Edith responds to Archie’s outburst with a smile, and says: “He loves me!”
I thought of this episode, which aired more than 40 years ago, when I received a phone call from a prominent rabbi in the haredi community, with whom, over the years, I have had pleasant encounters and whom I respect enormously. In his customary respectful tone, he proceeded to criticize me for a program in which I was involved, because of its problematic theological implications.
The more I reflect on the phone conversation, the more I have come to appreciate the rabbi for having called. Caring enough to criticize reflects a meaningful relationship. It would be easy for someone in the haredi world to ignore happenings in more liberal quarters of the Jewish community. The expression of concern, even criticism, reflects a love of amchah, of the wider Jewish world, a love that has the potential to break down walls of separation that too often prevent interaction.
One of my regrets is that there is so little connection between rabbis of different affiliations in our community. I fondly remember meetings of Toronto’s rabbinic cabinet of State of Israel Bonds a decade or more ago, when Orthodox, Conservative and Reform rabbis would gather around the same table, share ideas regarding the High Holiday Bonds appeal and engage in discussion. Those meetings, in my case, led to long-lasting and meaningful relationships with prominent Orthodox rabbis, whose wisdom and friendship I value to this day.
Sadly, in the last several years, the annual gathering of the Bonds rabbinic cabinet has consisted only of Conservative rabbis. The precious interchange between right, left and centre in our rabbinic world that meant so much to me and many others has been relegated to history.
I fondly remember a heated exchange at one Bonds meeting between Reform’s Rabbi Dow Marmur and the late Rabbi Moshe Burak, who was Orthodox. True, they were unlikely to agree on very much, given their positions so far apart on the Jewish spectrum.

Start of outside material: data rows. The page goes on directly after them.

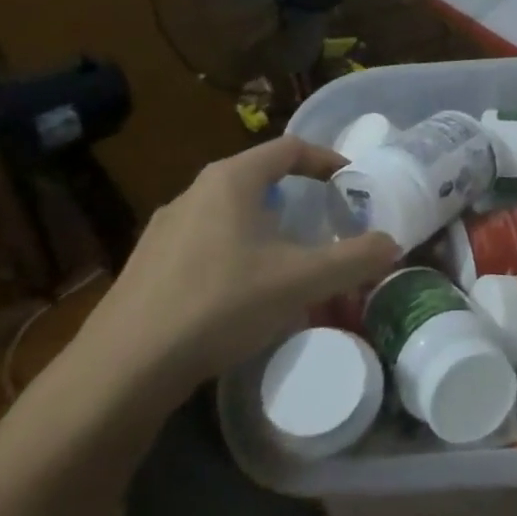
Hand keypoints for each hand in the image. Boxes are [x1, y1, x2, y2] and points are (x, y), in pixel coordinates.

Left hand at [73, 137, 396, 391]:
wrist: (124, 368)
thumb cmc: (221, 303)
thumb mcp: (302, 281)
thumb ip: (354, 259)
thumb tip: (392, 244)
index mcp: (231, 180)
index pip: (289, 148)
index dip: (326, 158)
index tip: (351, 179)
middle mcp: (194, 192)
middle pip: (257, 177)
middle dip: (296, 194)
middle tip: (324, 220)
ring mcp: (164, 228)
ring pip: (229, 211)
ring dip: (264, 224)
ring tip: (287, 258)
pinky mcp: (146, 264)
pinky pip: (204, 241)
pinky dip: (235, 250)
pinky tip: (241, 292)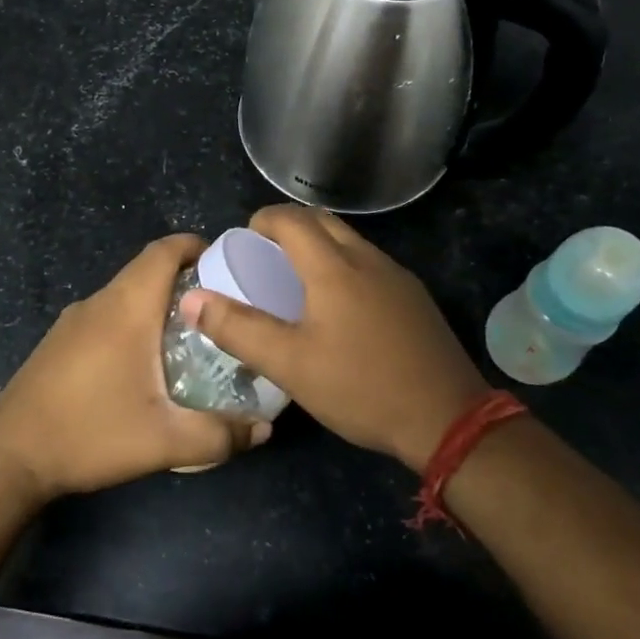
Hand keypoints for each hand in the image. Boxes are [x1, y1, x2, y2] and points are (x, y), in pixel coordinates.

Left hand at [0, 235, 268, 498]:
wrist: (9, 458)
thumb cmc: (90, 434)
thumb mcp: (165, 442)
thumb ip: (220, 435)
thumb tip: (265, 429)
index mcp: (125, 308)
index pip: (163, 251)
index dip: (195, 246)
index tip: (225, 264)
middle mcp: (98, 303)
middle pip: (146, 270)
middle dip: (185, 280)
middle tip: (219, 310)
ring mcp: (72, 321)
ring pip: (124, 295)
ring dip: (157, 304)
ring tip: (189, 338)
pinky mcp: (58, 342)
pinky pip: (105, 316)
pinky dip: (132, 322)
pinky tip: (143, 364)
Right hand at [181, 206, 487, 471]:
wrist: (447, 418)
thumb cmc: (360, 387)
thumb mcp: (289, 364)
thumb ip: (238, 329)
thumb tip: (192, 299)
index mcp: (334, 267)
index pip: (291, 219)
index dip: (262, 220)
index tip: (244, 240)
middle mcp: (367, 259)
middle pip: (323, 221)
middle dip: (289, 227)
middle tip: (265, 256)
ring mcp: (397, 277)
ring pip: (350, 241)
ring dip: (319, 245)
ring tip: (297, 280)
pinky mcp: (414, 298)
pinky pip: (370, 264)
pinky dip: (344, 266)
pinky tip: (340, 307)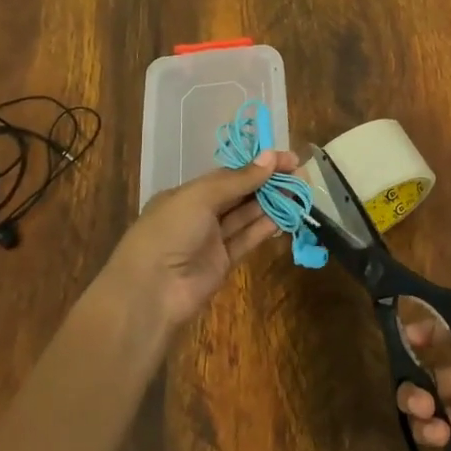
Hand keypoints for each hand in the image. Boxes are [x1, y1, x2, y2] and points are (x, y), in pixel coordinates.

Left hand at [104, 152, 296, 331]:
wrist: (151, 292)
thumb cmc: (170, 232)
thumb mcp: (200, 197)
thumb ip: (238, 179)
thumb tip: (271, 157)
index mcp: (187, 194)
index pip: (228, 174)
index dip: (258, 165)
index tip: (288, 159)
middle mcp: (199, 214)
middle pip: (239, 194)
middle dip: (268, 183)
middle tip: (300, 176)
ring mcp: (211, 240)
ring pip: (246, 216)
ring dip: (271, 204)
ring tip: (299, 194)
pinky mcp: (222, 263)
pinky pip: (247, 239)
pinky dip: (264, 228)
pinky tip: (285, 217)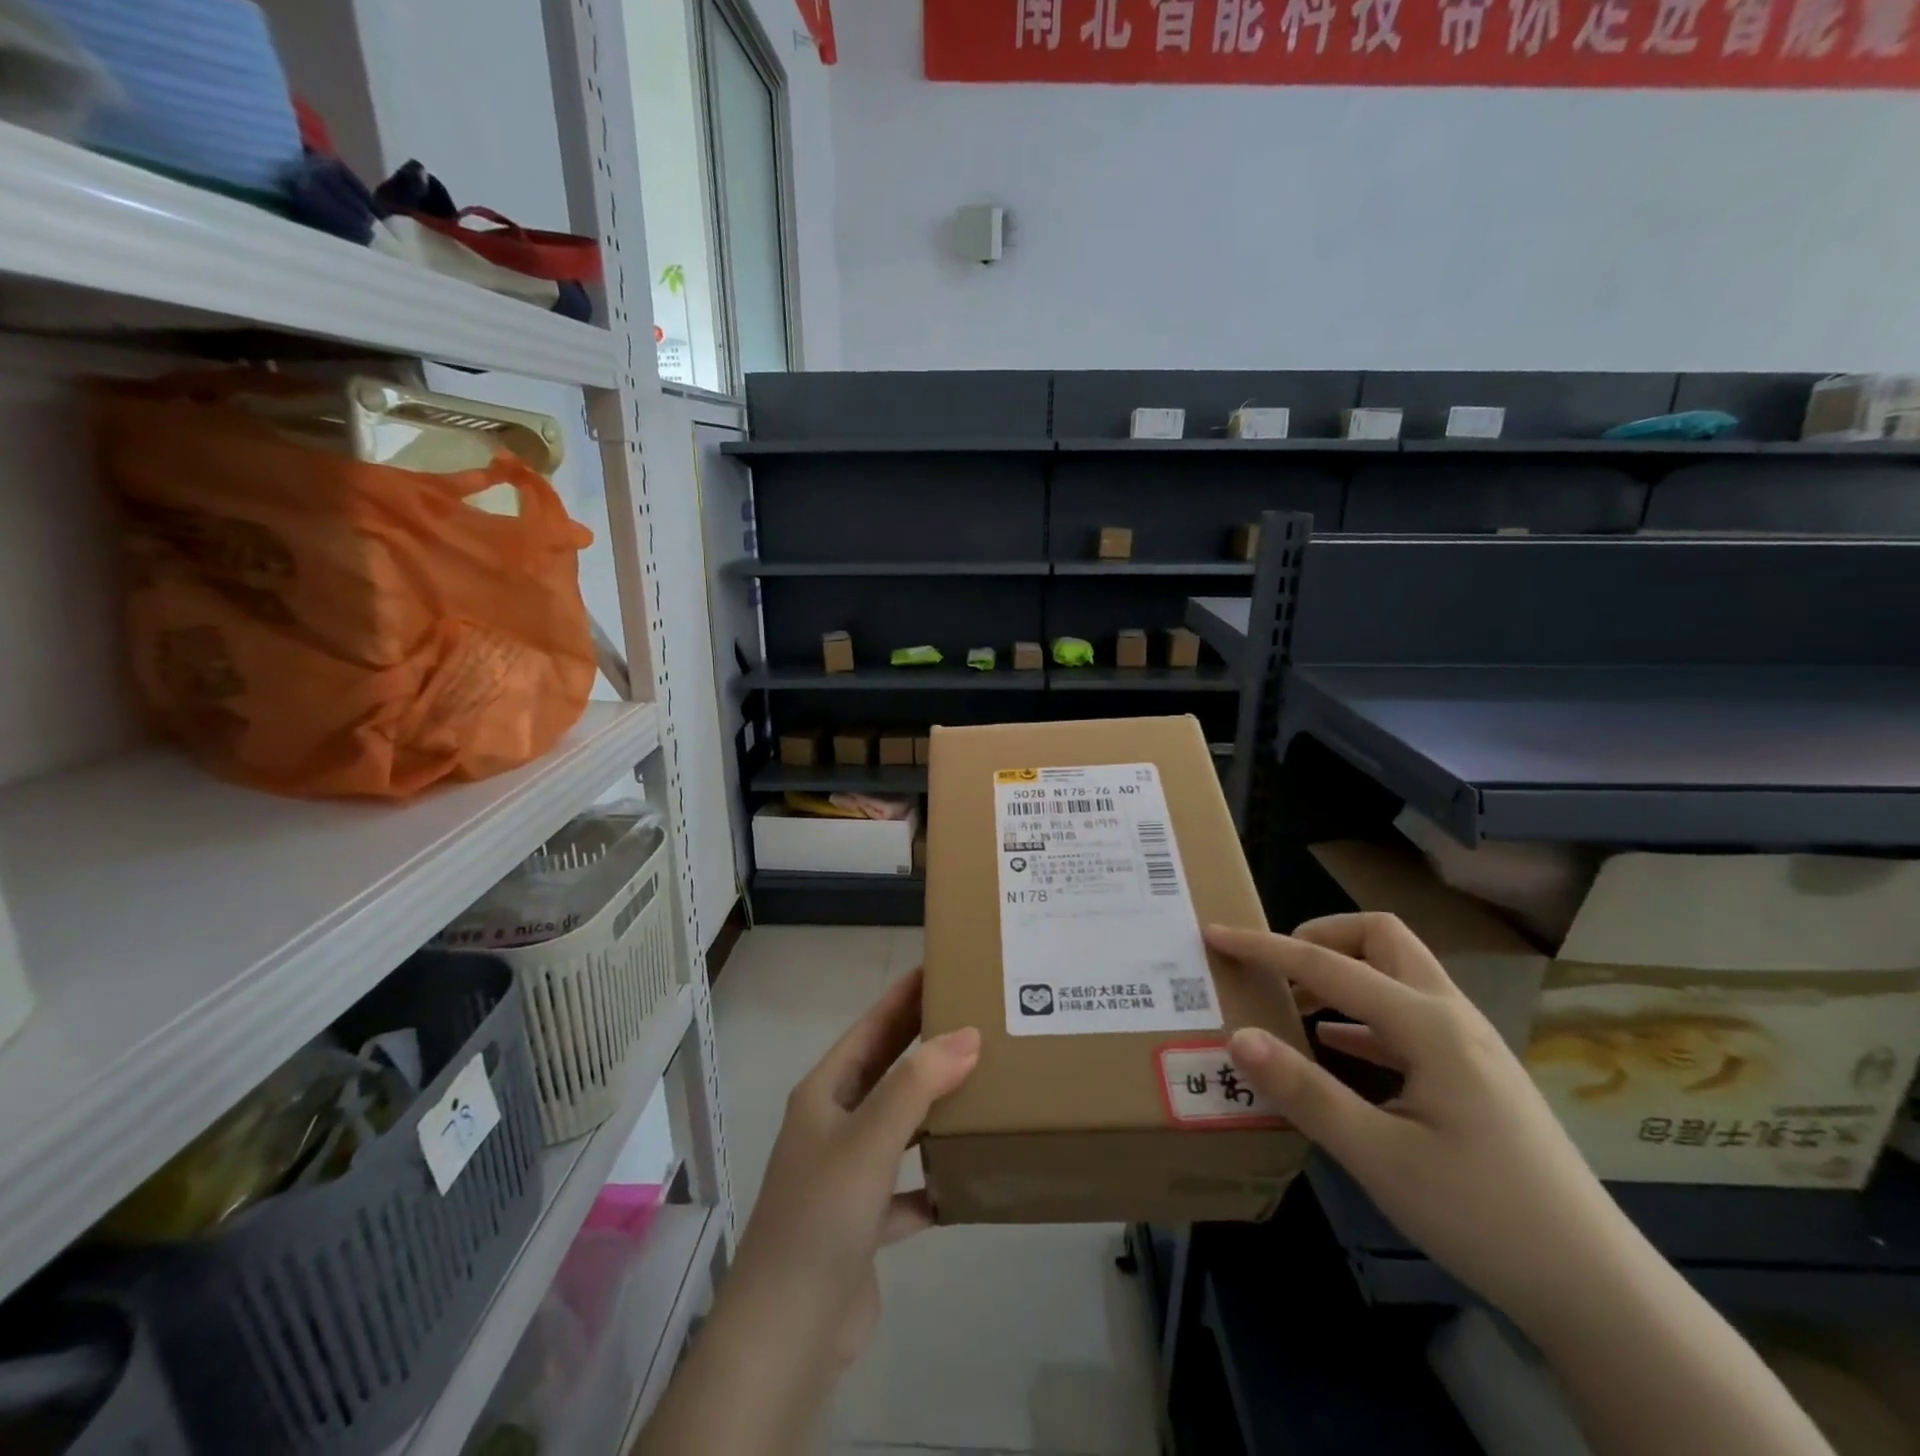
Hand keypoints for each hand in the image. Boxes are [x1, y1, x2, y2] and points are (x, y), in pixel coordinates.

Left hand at [729, 969, 979, 1366]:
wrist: (789, 1330)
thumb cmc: (823, 1213)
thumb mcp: (871, 1138)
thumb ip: (918, 1083)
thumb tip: (967, 1034)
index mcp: (824, 1093)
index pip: (870, 1028)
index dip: (902, 996)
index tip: (939, 967)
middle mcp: (832, 1126)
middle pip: (885, 1072)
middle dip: (923, 1045)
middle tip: (973, 1016)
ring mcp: (846, 1175)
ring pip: (898, 1127)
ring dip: (932, 1110)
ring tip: (981, 1087)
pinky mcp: (863, 1223)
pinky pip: (906, 1189)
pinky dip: (932, 1182)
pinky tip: (966, 1177)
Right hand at [1206, 915, 1636, 1336]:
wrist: (1596, 1291)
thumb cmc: (1484, 1216)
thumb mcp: (1379, 1157)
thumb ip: (1305, 1091)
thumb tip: (1240, 1037)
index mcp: (1427, 1025)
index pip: (1328, 964)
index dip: (1265, 947)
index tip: (1215, 935)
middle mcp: (1450, 1017)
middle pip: (1381, 938)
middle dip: (1321, 938)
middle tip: (1276, 970)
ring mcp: (1468, 1045)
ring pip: (1398, 975)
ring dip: (1343, 975)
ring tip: (1294, 1008)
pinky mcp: (1473, 1074)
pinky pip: (1406, 1018)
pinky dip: (1361, 1018)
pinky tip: (1336, 1051)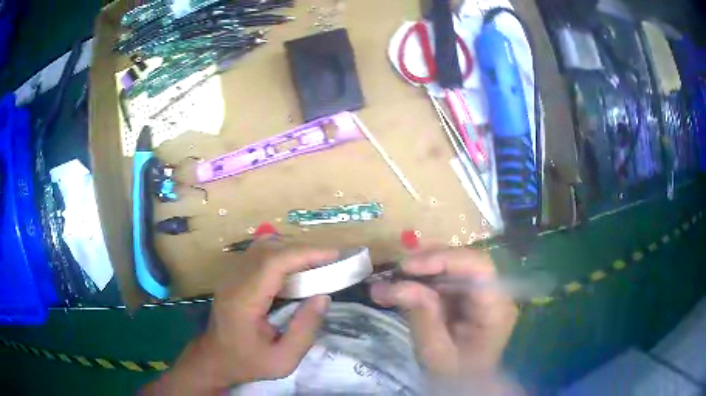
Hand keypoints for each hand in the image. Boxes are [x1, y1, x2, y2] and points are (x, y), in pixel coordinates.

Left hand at [144, 248, 336, 394]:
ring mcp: (231, 275)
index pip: (273, 263)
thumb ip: (305, 330)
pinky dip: (281, 253)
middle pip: (269, 248)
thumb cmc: (248, 362)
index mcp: (243, 300)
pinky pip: (259, 253)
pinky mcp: (233, 275)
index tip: (333, 255)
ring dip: (292, 249)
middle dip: (303, 249)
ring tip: (315, 264)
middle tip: (330, 260)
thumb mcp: (283, 360)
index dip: (305, 253)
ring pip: (263, 246)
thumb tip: (323, 297)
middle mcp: (234, 280)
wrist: (215, 358)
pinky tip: (294, 269)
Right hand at [370, 249, 517, 378]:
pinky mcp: (469, 296)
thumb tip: (397, 284)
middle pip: (466, 262)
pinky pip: (446, 279)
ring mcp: (483, 293)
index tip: (407, 267)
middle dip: (429, 262)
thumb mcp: (435, 351)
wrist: (465, 385)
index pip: (478, 267)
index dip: (443, 259)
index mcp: (496, 309)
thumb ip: (422, 315)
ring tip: (392, 280)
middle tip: (395, 271)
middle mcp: (495, 294)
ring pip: (454, 267)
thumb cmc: (455, 374)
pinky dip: (421, 281)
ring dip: (421, 271)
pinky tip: (399, 288)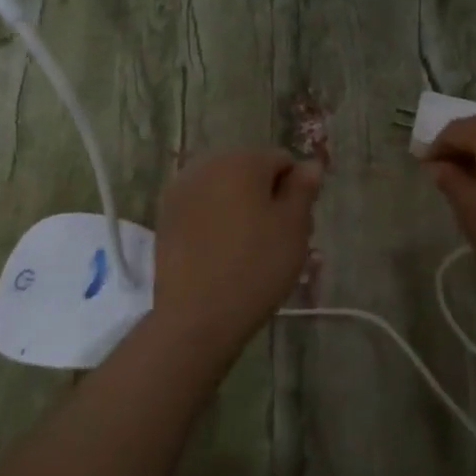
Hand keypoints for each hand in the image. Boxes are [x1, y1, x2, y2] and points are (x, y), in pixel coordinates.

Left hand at [152, 148, 323, 347]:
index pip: (282, 161)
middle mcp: (208, 164)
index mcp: (243, 160)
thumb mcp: (293, 227)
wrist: (196, 315)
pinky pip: (202, 207)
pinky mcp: (166, 216)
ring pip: (225, 189)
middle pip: (250, 171)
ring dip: (240, 207)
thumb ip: (303, 189)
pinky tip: (221, 252)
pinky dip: (215, 221)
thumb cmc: (256, 266)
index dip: (295, 191)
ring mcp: (182, 189)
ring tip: (248, 249)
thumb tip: (310, 164)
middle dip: (266, 196)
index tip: (296, 226)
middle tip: (276, 239)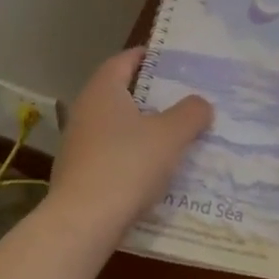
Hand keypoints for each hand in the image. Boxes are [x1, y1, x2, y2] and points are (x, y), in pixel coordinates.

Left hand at [48, 48, 212, 233]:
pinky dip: (130, 152)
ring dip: (140, 126)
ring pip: (114, 124)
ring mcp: (77, 143)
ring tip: (172, 134)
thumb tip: (201, 103)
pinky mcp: (77, 172)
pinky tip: (151, 168)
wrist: (82, 222)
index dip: (146, 56)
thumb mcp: (170, 136)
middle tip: (180, 97)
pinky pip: (109, 152)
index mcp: (103, 91)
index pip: (123, 60)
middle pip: (119, 92)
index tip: (170, 59)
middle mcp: (85, 110)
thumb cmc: (127, 165)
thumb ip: (190, 113)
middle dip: (148, 94)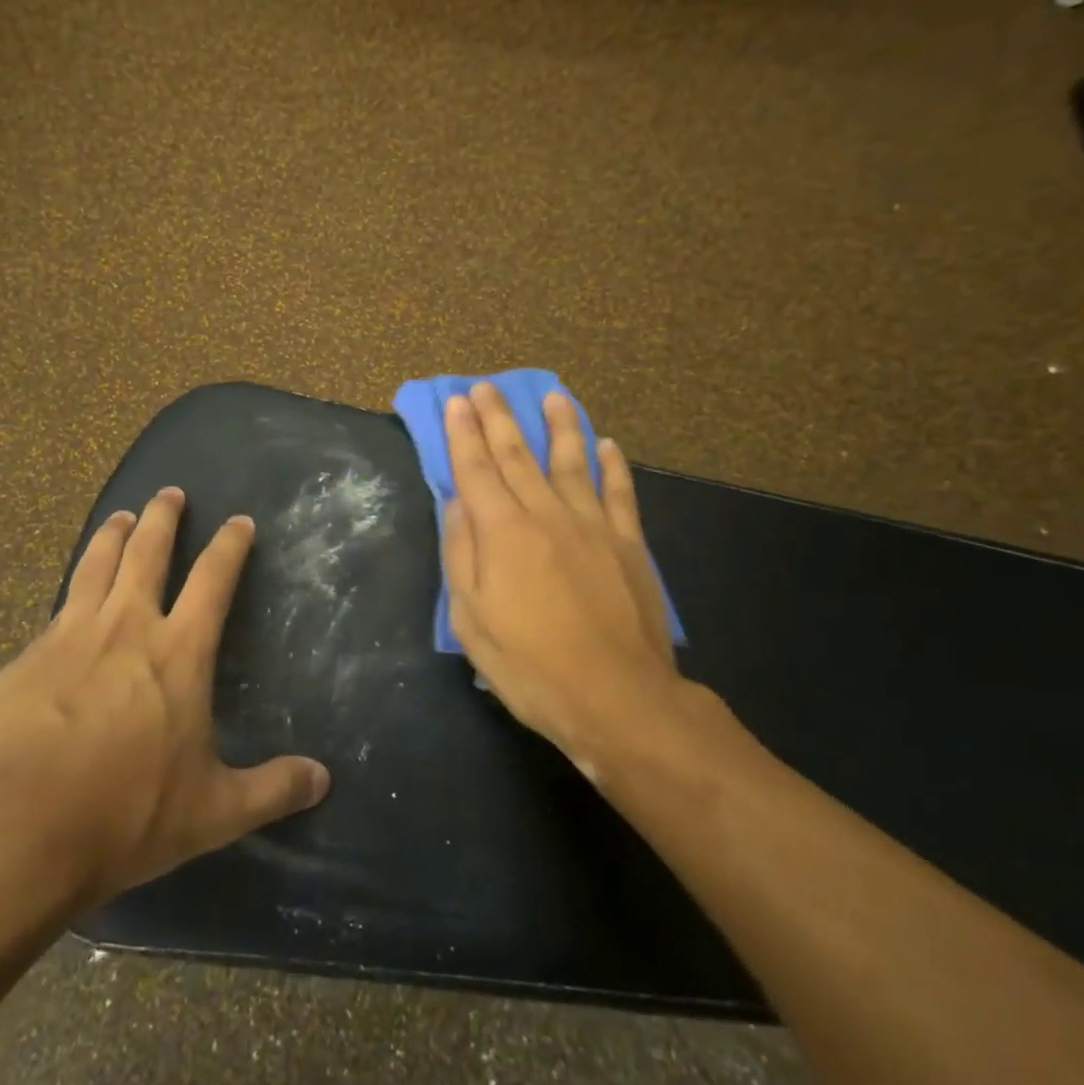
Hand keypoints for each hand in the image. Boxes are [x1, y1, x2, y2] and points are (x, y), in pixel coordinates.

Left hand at [0, 488, 330, 909]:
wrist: (20, 831)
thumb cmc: (128, 814)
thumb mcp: (214, 811)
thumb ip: (272, 789)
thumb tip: (323, 779)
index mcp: (178, 652)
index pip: (213, 579)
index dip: (230, 546)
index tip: (239, 521)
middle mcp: (127, 627)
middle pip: (148, 551)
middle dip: (163, 517)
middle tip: (170, 492)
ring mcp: (70, 636)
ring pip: (96, 565)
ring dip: (113, 535)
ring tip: (122, 516)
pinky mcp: (26, 658)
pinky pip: (56, 611)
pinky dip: (72, 592)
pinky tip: (68, 602)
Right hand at [442, 383, 731, 781]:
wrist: (617, 698)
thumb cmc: (530, 665)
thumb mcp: (471, 620)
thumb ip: (461, 555)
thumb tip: (457, 504)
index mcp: (503, 533)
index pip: (476, 470)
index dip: (463, 434)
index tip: (456, 402)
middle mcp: (546, 515)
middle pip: (517, 455)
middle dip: (499, 418)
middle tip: (487, 386)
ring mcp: (592, 526)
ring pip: (571, 462)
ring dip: (560, 426)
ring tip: (553, 396)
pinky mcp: (627, 544)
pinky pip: (619, 494)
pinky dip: (612, 466)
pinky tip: (607, 445)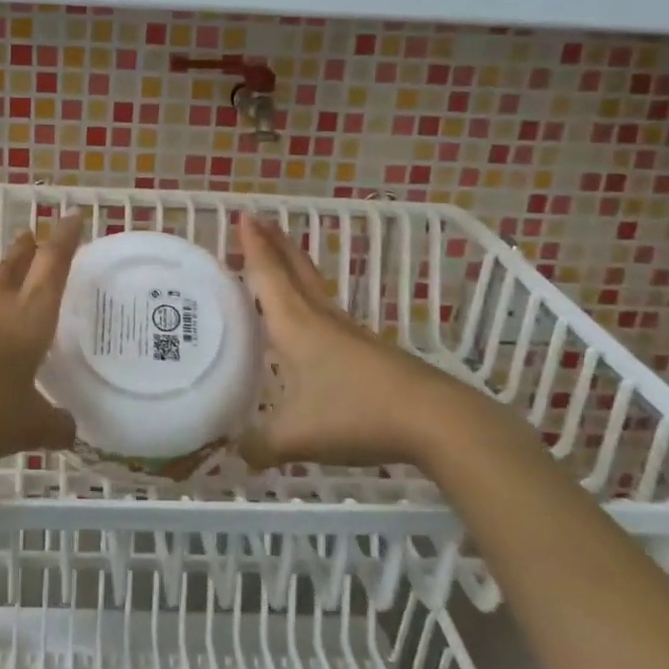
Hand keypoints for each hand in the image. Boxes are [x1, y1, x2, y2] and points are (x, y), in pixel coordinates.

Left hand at [0, 212, 83, 465]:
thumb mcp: (28, 427)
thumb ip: (56, 427)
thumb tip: (70, 429)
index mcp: (28, 316)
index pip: (53, 265)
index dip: (65, 239)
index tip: (73, 215)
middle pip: (18, 265)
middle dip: (32, 247)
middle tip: (39, 233)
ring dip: (8, 274)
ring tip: (17, 275)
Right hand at [235, 214, 467, 470]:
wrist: (433, 420)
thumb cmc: (356, 414)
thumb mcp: (296, 437)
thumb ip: (259, 445)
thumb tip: (235, 454)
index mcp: (296, 326)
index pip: (268, 277)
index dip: (254, 247)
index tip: (243, 215)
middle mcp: (320, 319)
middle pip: (295, 271)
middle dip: (275, 244)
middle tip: (258, 220)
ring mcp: (348, 333)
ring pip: (314, 289)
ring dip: (294, 267)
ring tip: (279, 258)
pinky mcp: (367, 350)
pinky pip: (327, 312)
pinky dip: (309, 299)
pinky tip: (309, 319)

But that they would sit at the same table, even once a year, was good for the Jewish People.
We can argue, we can disagree, but as long as we’re willing to talk to one another, we remain bound by the love that one Jew ought hold for the other, no matter where, how or when he or she prays.
I hope the day will again come when we rabbis can build relationships not only with those whose patterns of practice and ideology mirror our own, but even with those with whom we differ on significant aspects of Yiddishkeit.
Sometimes disagreement, argument and even anger can be an expression of love.